Download Analytics
The Podlove Publisher tracks download intents made by clients. It is only tracked that a download was started but not if it was completed. For brevity, this document will speak of “downloads”. Just be aware that what is tracked are actually only download intents. So when you are looking at your data, be aware that the numbers displayed do not represent the actual number of listening users.
Anatomy of Tracking URLs
The Publisher creates “tracking URLs”. For example, if your media file is this:
media.example.com/podcast/pod001.m4a
then a tracking URL might look like that:
example.com/podlove/file/646/s/feed/c/m4a/pod001.m4a
Requests on tracking URLs are intercepted by the Publisher, analyzed, and finally redirected to the actual physical file. On to a closer look at the URL components.
example.com/podlove/file/646/s/feed/c/m4a/pod001.m4a
This is your blog domain and a “podlove” URL prefix so tracking URLs don’t interfere with your blogs pages.
example.com/podlove
/file/646/s/feed/c/m4a/pod001.m4a
This identifies the actual file to download.
example.com/podlove/file/646
/s/feed/c/m4a/pod001.m4a
These are indicators for the source (s) and context (c) of the Download. This allows you to have separate analytics for downloads from feeds, the web player, etc.

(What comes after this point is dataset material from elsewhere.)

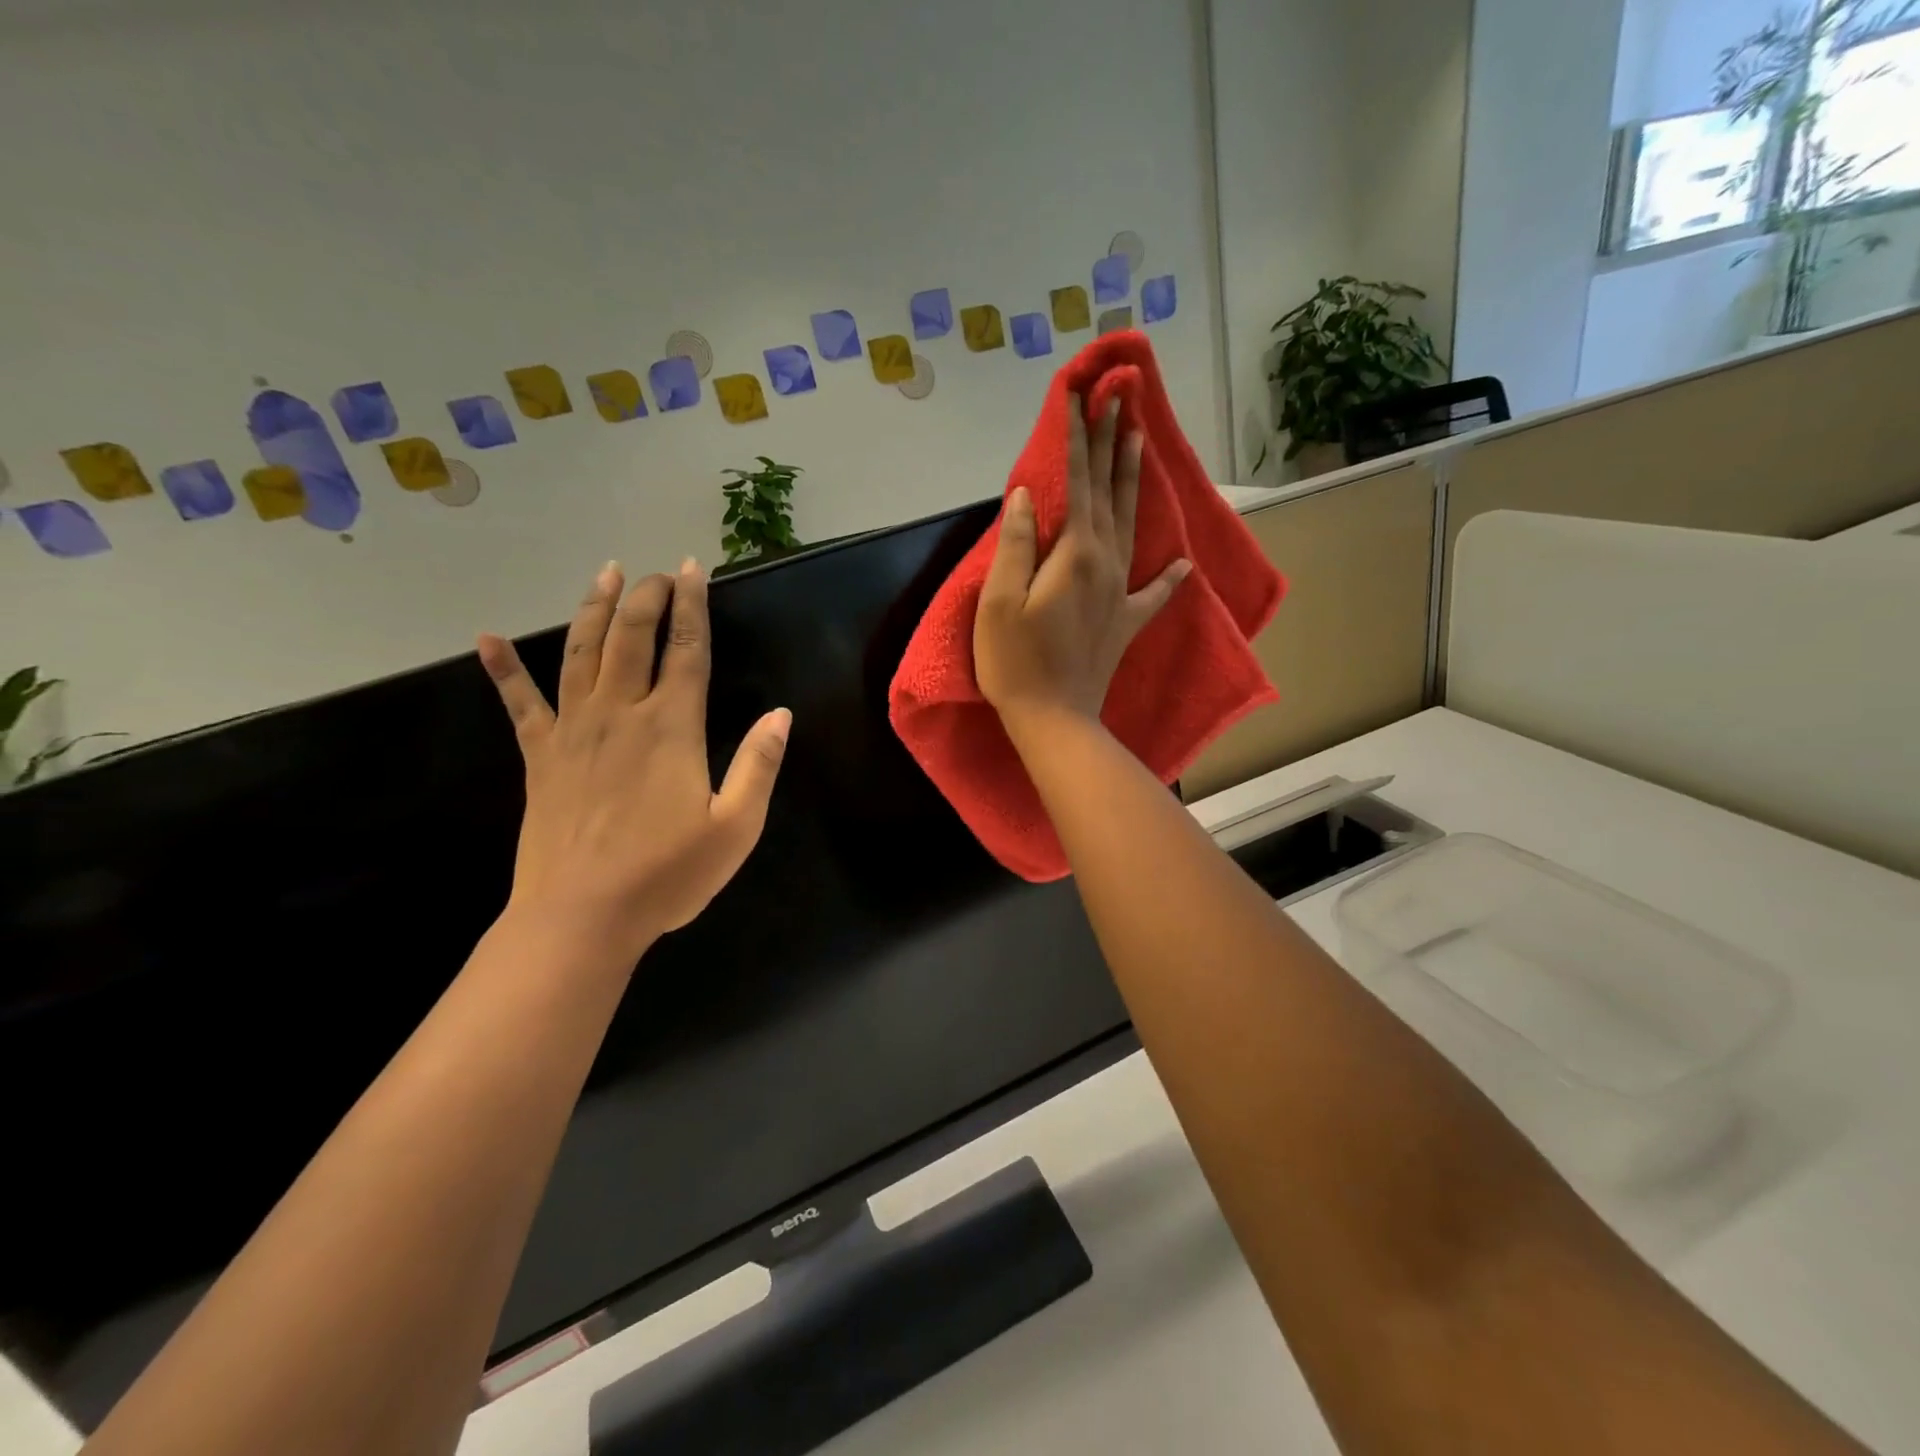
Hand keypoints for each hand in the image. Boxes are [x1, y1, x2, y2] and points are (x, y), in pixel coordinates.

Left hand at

example.com/podlove/file/646/s/feed/c/m4a
/pod001.m4a
What looks like the file name is purely of decorative nature. It makes the URL easier to read and some command line clients will use that part of the URL to auto-generate a filename. But it is irrelevant for the purpose of tracking.
Tracking Data
Only real download requests are tracked. In more technical terms: HEAD
requests are ignored. These are the analyzed and saved values:
UA (User Agent)
Based on the UA, facts about the client can be derived or guessed; such as:
- client name (Chrome, Firefox, iTunes, Instacast, …)
- operating system (Android, iOS, Mac, …)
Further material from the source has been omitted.